We’ve heard for three and a half solid years now that competition would reduce power costs. The boffins convinced me at least that if a consumer has a choice of supplier, they will probably buy from the cheapest one. That in turn will force all the competing suppliers in that industry to find ways to bring down their costs so they can remain competitive and perhaps even offer their services cheaper – or simply go out of business.
This would have the dual benefit for the Government of bringing down electricity tariffs and being consistent with the core philosophy of the Liberal Party. However, the problem is that the current retail price of electricity is less than it costs to sell it and it is simply not financially viable for private providers to try to compete with the State-owned utilities. So the Government has been using the blunt instrument of increasing retail prices so it becomes attractive for others to compete which would presumably, um, bring prices down… yeah.
But us plebs who would be assisted by this magical increase-to-get-a-decrease policy have revolted mid way through the government’s grand plan and the poor Minister hasn’t got a clue as to how to calm everybody down. So the best they have come up with is to stop pursuing cost reflectivity, leaving us with higher costs and no extra competition. Bugger!
But what if we had a Minister who spent time trying to find new ways of creating competition?

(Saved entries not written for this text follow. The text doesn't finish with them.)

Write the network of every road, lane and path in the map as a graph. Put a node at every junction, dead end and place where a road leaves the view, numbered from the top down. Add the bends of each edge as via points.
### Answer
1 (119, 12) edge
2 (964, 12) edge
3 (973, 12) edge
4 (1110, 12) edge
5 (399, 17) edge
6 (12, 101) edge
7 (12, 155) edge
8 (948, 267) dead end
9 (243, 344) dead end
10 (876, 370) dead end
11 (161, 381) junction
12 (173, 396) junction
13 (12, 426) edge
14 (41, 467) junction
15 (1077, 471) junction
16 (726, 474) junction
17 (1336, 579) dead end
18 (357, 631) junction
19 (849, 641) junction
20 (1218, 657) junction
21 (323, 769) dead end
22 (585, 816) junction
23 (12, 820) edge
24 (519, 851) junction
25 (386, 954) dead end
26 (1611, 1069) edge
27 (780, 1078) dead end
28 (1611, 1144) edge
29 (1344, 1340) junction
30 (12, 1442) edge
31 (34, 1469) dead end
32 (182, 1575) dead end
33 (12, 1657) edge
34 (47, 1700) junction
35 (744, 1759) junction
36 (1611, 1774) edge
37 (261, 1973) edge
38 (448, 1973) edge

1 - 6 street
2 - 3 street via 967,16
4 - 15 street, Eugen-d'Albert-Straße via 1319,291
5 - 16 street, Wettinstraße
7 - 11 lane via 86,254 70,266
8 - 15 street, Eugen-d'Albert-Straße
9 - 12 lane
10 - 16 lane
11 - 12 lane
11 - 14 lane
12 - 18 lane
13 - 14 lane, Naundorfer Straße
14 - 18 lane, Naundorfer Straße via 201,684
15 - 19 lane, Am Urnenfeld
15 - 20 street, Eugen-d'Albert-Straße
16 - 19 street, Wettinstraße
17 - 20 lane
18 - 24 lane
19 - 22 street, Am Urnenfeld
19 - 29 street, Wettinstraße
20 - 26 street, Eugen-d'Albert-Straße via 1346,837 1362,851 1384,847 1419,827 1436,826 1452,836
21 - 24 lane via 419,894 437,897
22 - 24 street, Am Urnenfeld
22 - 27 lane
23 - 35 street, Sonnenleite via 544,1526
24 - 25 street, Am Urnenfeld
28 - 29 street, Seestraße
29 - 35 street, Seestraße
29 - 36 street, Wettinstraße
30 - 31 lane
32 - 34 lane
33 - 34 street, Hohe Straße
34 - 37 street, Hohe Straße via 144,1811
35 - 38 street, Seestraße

Here’s an idea: given that the government already subsidises the state-owned providers of electricity, why not just offer that same level of subsidy to private providers on a per kilowatt hour basis? The ERA knows how much it should cost an “efficient” operation to supply power and the government sets the retail tariff. All it needs to do is offer the difference between the ERA’s efficient cost and the current tariff to all and sundry. If a private company can do it cheaper, they would get to keep the difference. Synergy et al would soon become more efficient to try to regain the government subsidy and eventually the cost would be driven down, lowering the “cost reflective” price and eventually competition would thrive without government assistance.
The last C is perhaps what we need the most in our Energy portfolio – Courage.
In politics, you can win votes with policies that make life easier for your constituents and sometimes you can even win people’s support by being genuinely courageous – even if it makes life a little harder.
What doesn’t win support is telling people they have to suffer until you get to a certain point then stopping before you get there. To the average punter that just feels like you’ve caused them all sorts of pain with absolutely no gain. At that point, they are not only hurting but can’t even respect you for making the hard decisions and sticking to your guns.
This is something else I raised at a Chiefs of Staff meeting before last year’s budget. I explicitly asked the Premier’s Chief of Staff how we would explain our apparent reversal of policy when we decided to slow our pursuit for “cost reflectivity”. He looked bewildered, as though I was speaking in another language and simply said, “I don’t think that will be a problem”.
It turns out, it is a problem. It’s a big one.
Higher prices piss people off for sure. But cowardly retreat in the face of a fight and random policy reversals make people question your competency. And in the case of energy, that’s a fourth “C” the Minister falls desperately short of.